[To do] Across the entries below, count the lines that contain the word "down" and reply with that number only.

[Extracted data]
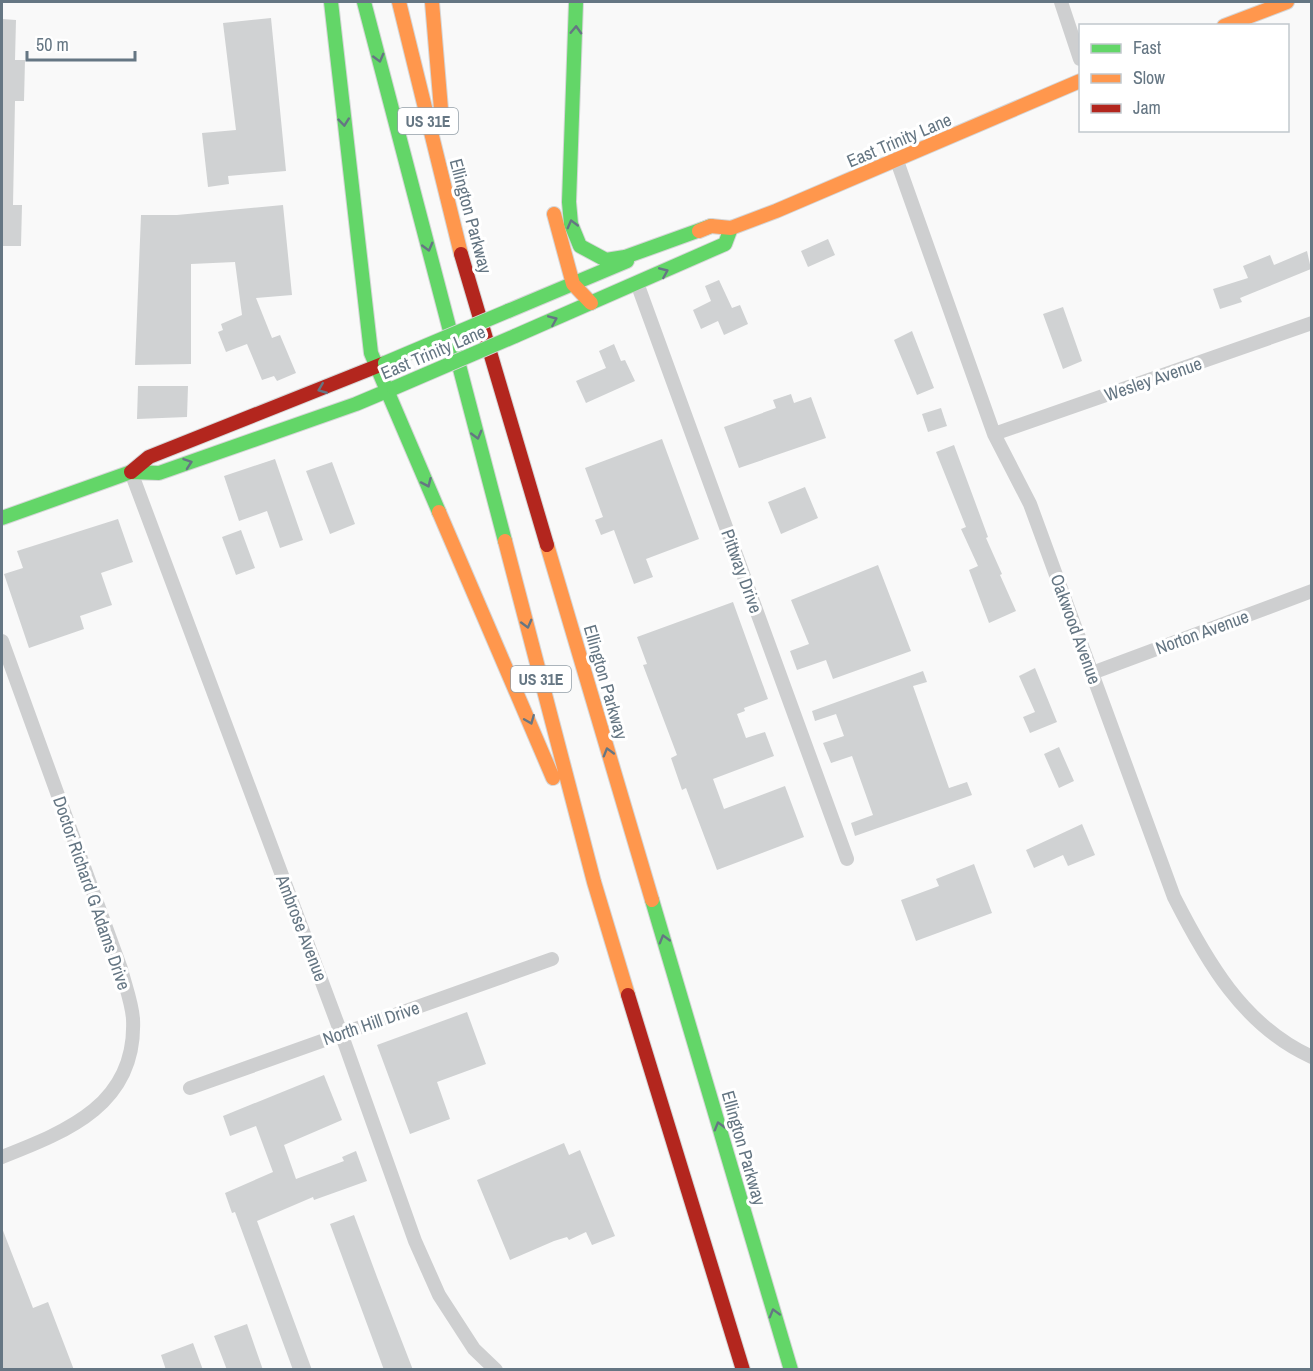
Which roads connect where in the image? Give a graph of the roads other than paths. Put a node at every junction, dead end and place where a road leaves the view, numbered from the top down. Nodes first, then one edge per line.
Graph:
1 (331, 2) edge
2 (364, 2) edge
3 (399, 2) edge
4 (432, 2) edge
5 (562, 2) edge
6 (576, 2) edge
7 (1061, 2) edge
8 (1287, 2) edge
9 (1229, 24) edge
10 (1079, 56) edge
11 (560, 61) dead end
12 (1079, 81) edge
13 (897, 161) junction
14 (552, 204) dead end
15 (711, 226) junction
16 (731, 228) junction
17 (457, 241) junction
18 (580, 246) junction
19 (590, 277) junction
20 (638, 283) junction
21 (573, 284) junction
22 (591, 303) junction
23 (1311, 323) edge
24 (381, 365) junction
25 (390, 390) junction
26 (994, 434) junction
27 (131, 472) junction
28 (2, 518) edge
29 (1311, 591) edge
30 (2, 641) edge
31 (1092, 673) junction
32 (847, 859) dead end
33 (594, 882) junction
34 (552, 959) dead end
35 (341, 1033) junction
36 (1311, 1057) edge
37 (190, 1088) dead end
38 (2, 1156) edge
39 (496, 1370) edge
40 (743, 1370) edge
41 (791, 1370) edge

1 -> 24 main road
2 -> 33 main road, US 31E
3 - 17 main road, Ellington Parkway / US 31E
4 - 17 main road
5 - 11 main road
18 -> 6 main road
7 - 10 street
8 - 9 main road
12 - 13 main road, East Trinity Lane
13 - 16 main road, East Trinity Lane
13 - 26 street, Oakwood Avenue
14 - 21 main road
15 - 16 main road, East Trinity Lane
15 - 18 main road
15 - 19 main road, East Trinity Lane
20 -> 16 main road, East Trinity Lane
41 -> 17 main road, Ellington Parkway / US 31E
18 - 19 main road
19 - 21 main road, East Trinity Lane
19 - 22 main road
20 - 22 main road, East Trinity Lane
20 - 32 street, Pittway Drive
21 - 22 main road
21 - 24 main road, East Trinity Lane, bridge
25 -> 22 main road, East Trinity Lane, bridge
23 - 26 street, Wesley Avenue
24 - 25 main road
24 -> 27 main road, East Trinity Lane
27 -> 25 main road, East Trinity Lane
25 -> 33 main road
26 - 31 street, Oakwood Avenue
27 - 28 main road, East Trinity Lane
27 - 35 street, Ambrose Avenue
29 - 31 street, Norton Avenue
30 - 38 street, Doctor Richard G Adams Drive
31 - 36 street, Oakwood Avenue
33 - 40 main road, US 31E
34 - 35 street, North Hill Drive
35 - 37 street, North Hill Drive
35 - 39 street, Ambrose Avenue

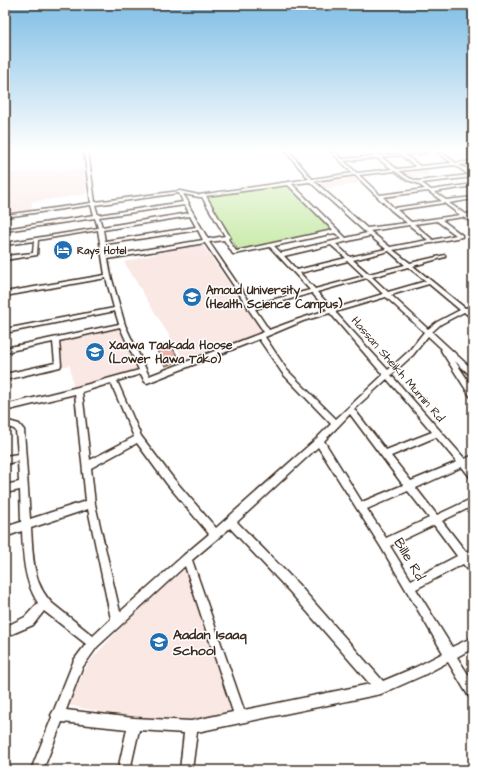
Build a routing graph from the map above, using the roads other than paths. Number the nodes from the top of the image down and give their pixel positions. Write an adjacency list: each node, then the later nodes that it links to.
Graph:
1 (91, 188): 15 (street)
2 (252, 188): 10 (street)
3 (294, 188): 29 (street)
4 (319, 188): 28 (street)
5 (371, 188): 11 (street)
6 (427, 188): 8 (street)
7 (446, 188): 8 (street)
8 (430, 190): 11 (street); 13 (street)
9 (180, 192): 10 (street); 14 (street); 15 (street)
10 (203, 195): 31 (street)
11 (380, 196): 16 (street)
12 (473, 198): 13 (street)
13 (445, 202): 16 (street); 19 (street)
14 (187, 203): 17 (street); 21 (street)
15 (93, 204): 20 (street); 21 (street)
16 (394, 209): 24 (street)
17 (192, 214): 25 (street); 26 (street)
18 (473, 214): 19 (street)
19 (464, 215): 22 (street); 23 (street)
20 (5, 216)
21 (96, 216): 25 (street); 27 (street)
22 (439, 220): 24 (street); 35 (street)
23 (473, 222)
24 (411, 224): 28 (street); 35 (street)
25 (100, 228): 32 (street); 36 (street)
26 (199, 228): 34 (street); 36 (street)
27 (5, 230)
28 (366, 230): 30 (street)
29 (336, 231): 33 (street); 39 (street)
30 (371, 234): 33 (street); 40 (street)
31 (225, 238): 34 (street); 39 (street)
32 (36, 240): 38 (street); 43 (street)
33 (345, 240): 37 (street)
34 (206, 241): 44 (street); 54 (street)
35 (433, 242): 40 (street)
36 (102, 243): 44 (street)
37 (332, 243): 41 (street); 45 (street)
38 (5, 244)
39 (270, 245): 41 (street, Hassan Sheikh Mumin Rd)
40 (390, 249): 45 (street); 46 (street)
41 (280, 255): 47 (street, Hassan Sheikh Mumin Rd)
42 (443, 256): 46 (street)
43 (5, 258)
44 (106, 258): 48 (street)
45 (348, 259): 47 (street); 49 (street)
46 (408, 265): 49 (street); 50 (street)
47 (297, 272): 51 (street, Hassan Sheikh Mumin Rd)
48 (108, 276): 52 (street); 55 (street)
49 (367, 277): 51 (street); 53 (street)
50 (429, 282): 53 (street); 56 (street)
51 (314, 291): 54 (street); 57 (street, Hassan Sheikh Mumin Rd)
52 (5, 294)
53 (387, 294): 57 (street); 61 (street)
54 (250, 308): 62 (street)
55 (118, 309): 59 (street); 60 (street)
56 (468, 309): 58 (street); 61 (street)
57 (332, 310): 62 (street); 68 (street, Hassan Sheikh Mumin Rd)
58 (473, 317)
59 (122, 325): 63 (street); 66 (street)
60 (5, 332)
61 (428, 332): 64 (street); 68 (street)
62 (264, 334): 66 (street); 76 (street)
63 (56, 339): 65 (street); 69 (street)
64 (438, 342): 67 (street); 72 (street)
65 (5, 350)
66 (143, 371): 70 (street)
67 (473, 374)
68 (389, 375): 74 (street); 77 (street, Hassan Sheikh Mumin Rd)
69 (5, 377)
70 (113, 380): 71 (street); 78 (street)
71 (78, 390): 73 (street); 85 (street)
72 (473, 394)
73 (5, 408)
74 (350, 409): 76 (street); 80 (street)
75 (5, 423): 81 (street)
76 (336, 424): 79 (street)
77 (437, 433): 80 (street); 84 (street, Hassan Sheikh Mumin Rd)
78 (138, 438): 85 (street); 97 (street)
79 (319, 441): 92 (street, Bille Rd); 94 (street)
80 (386, 454): 88 (street)
81 (22, 457): 83 (street); 87 (street)
82 (473, 459): 84 (street)
83 (5, 460)
84 (463, 462): 86 (street, Hassan Sheikh Mumin Rd); 88 (street)
85 (88, 465): 91 (street)
86 (473, 474)
87 (24, 485): 89 (street); 95 (street)
88 (409, 485): 92 (street); 93 (street)
89 (5, 489)
90 (473, 502): 93 (street)
91 (91, 504): 95 (street); 104 (street)
92 (360, 507): 98 (street, Bille Rd)
93 (436, 520): 98 (street); 99 (street)
94 (230, 522): 97 (street); 109 (street)
95 (25, 526): 96 (street); 103 (street)
96 (5, 532)
97 (216, 535): 100 (street)
98 (384, 544): 102 (street, Bille Rd)
99 (469, 555): 101 (street); 102 (street)
100 (187, 558): 104 (street); 112 (street)
101 (473, 569)
102 (409, 587): 108 (street, Bille Rd)
103 (44, 603): 105 (street); 107 (street)
104 (117, 621): 107 (street)
105 (5, 632)
106 (473, 642): 108 (street)
107 (93, 643): 111 (street)
108 (450, 655): 109 (street); 110 (street, Bille Rd)
109 (381, 688): 112 (street)
110 (473, 693)
111 (58, 715): 113 (street); 115 (street)
112 (240, 717): 114 (street)
113 (134, 724): 114 (street); 116 (street)
114 (191, 728): 117 (street)
115 (36, 770)
116 (124, 770)
117 (186, 770)

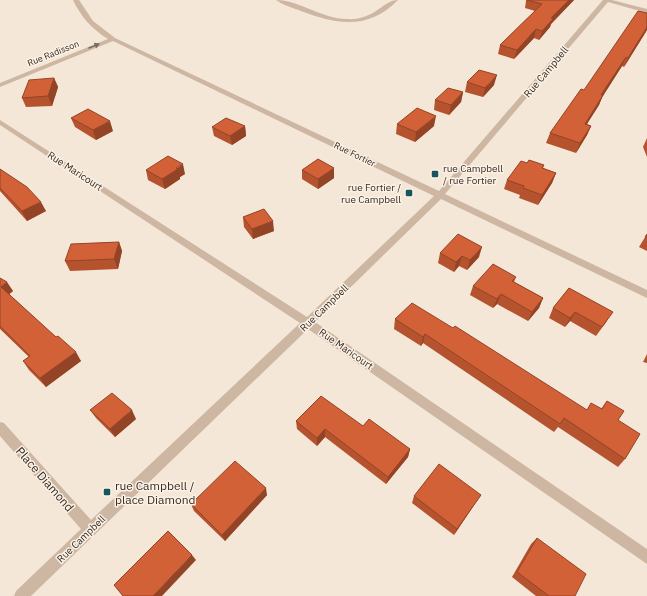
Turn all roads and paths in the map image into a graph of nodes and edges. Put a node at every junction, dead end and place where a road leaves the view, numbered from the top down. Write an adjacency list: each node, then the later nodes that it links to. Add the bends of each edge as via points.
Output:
1 (76, 0): 6 (street, Rue Fortier, via 93,26)
2 (279, 0): 3 (street, via 332,19 348,21 370,17)
3 (395, 0)
4 (607, 0): 5 (street); 9 (street, Rue Campbell)
5 (647, 11)
6 (113, 39): 7 (street, Rue Radisson, one-way to 6); 9 (street, Rue Fortier)
7 (0, 85)
8 (0, 122): 11 (street, Rue Maricourt)
9 (441, 195): 10 (street, Rue Fortier); 11 (street, Rue Campbell)
10 (647, 294)
11 (308, 323): 13 (street, Rue Campbell); 14 (street, Rue Maricourt)
12 (0, 427): 13 (street, Place Diamond)
13 (91, 530): 15 (street, Rue Campbell)
14 (647, 557)
15 (21, 596)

[Solution] 3